Writing a full-featured, WYSIWYG resource editor is beyond the scope of this article, but I can give you a few miscellaneous tips for if you do decide to attempt such a beast:

· Share your code.Specifically, make the resource editor share the same rendering code as your actual game. This way, you get WYSIWYG support, and you save yourself the trouble of having to implement two sets of GUI code. I guarantee you, it’s easier to tweak your DirectX code so that it renders to a GDI surface instead of to a double-buffered system than it is to re-implement an entirely new drawing core. Remember also that it’s quite likely your GUI system will change over time - you don’t want to constantly have to change code in two different places.

· Don’t try to emulate DevStudio’s look and feel.In other words, don’t waste time trying to figure out how to mimic the various features of the DevStudio GUI (like, say, tabbed property sheets and preview windows). Don’t feel bad if your Resource Editor is ugly in comparison; yes, it’s true that the productivity of a team is directly proportional to how useful its tools are, but at the same time, it’s very unlikely that anyone outside your team will be using your Resource Editor, and you’re not using it to create a full-fledged GUI app; you’re just making a few dialogs. You don’t need context sensitive help. You don’t need context menus, unless in your opinion they ease a particularly tedious operation. It’s OK if your resource editor isn’t polished, just so long as it gets the job done.

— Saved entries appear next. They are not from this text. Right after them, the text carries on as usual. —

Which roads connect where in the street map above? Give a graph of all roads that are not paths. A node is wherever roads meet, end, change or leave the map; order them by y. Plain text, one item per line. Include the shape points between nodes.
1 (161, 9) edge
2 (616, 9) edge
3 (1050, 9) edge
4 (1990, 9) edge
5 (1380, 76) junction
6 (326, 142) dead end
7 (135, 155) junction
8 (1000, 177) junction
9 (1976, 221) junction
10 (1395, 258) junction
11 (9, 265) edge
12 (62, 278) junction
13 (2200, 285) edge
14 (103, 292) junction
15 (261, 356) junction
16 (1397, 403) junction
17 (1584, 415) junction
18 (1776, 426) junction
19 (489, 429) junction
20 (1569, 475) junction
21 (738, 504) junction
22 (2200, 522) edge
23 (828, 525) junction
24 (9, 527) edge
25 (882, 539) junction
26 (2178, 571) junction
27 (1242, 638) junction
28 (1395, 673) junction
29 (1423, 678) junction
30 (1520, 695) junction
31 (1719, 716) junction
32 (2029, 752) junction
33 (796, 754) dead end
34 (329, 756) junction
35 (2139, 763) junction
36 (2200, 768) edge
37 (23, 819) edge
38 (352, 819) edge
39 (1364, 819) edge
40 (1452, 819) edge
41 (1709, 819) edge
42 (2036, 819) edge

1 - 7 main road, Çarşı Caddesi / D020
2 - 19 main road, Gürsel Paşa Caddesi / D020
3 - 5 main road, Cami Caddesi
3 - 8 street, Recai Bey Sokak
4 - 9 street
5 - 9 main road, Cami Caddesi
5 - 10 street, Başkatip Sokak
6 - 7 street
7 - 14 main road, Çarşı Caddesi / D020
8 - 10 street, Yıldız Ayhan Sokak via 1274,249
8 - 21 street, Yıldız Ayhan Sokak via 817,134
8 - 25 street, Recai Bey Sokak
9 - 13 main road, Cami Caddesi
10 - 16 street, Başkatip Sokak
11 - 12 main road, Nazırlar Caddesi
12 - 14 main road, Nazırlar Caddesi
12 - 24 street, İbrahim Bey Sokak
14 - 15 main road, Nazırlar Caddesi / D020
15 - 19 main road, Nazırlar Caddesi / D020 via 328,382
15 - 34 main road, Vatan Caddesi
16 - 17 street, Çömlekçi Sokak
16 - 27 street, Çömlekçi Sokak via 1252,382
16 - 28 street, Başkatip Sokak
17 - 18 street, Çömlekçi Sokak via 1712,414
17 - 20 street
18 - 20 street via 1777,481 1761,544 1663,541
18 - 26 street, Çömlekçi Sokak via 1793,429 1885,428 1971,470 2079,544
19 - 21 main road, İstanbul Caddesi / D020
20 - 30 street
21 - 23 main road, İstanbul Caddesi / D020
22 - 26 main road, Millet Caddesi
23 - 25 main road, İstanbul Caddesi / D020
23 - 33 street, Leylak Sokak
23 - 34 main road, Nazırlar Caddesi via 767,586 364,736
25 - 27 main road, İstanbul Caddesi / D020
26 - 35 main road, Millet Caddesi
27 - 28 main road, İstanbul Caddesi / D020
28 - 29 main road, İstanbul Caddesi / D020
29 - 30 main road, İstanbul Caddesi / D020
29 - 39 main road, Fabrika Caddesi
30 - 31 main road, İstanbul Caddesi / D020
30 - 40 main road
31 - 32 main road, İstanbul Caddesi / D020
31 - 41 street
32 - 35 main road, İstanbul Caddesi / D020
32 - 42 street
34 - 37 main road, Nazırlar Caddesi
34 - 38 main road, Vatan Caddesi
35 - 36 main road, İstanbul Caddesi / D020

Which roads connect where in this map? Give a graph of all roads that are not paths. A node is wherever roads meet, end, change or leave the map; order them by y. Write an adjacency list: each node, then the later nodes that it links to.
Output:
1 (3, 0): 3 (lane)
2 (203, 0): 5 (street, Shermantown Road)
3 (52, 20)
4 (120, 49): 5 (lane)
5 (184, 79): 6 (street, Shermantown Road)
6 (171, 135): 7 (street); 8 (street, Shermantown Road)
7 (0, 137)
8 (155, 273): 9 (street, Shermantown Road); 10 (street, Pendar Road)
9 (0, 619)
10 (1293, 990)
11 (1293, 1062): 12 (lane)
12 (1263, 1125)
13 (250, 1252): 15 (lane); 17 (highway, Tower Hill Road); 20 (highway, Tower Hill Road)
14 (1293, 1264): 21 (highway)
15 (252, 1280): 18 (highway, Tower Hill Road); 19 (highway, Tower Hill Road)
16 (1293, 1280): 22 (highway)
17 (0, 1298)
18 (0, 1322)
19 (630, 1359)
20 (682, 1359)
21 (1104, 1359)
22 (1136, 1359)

· Emphasize data integrity over speed.The Resource Editor is a data wrangler, not a high-performance app, and there’s nothing more annoying than when a dialog you’ve spent an hour designing goes down the tubes because of a program crash. When writing your GUI, preserving data should be your highest goal - implement autosaves, undo buffers, etc, and go easy on the optimization.

Those of you who are familiar with the way Win32 does its windowing probably already know what the term “subclass” means. For those of you who don’t - when you “subclass” a window, you effectively “derive” a new window type, and then wedge your new window type into places where the old window used to be.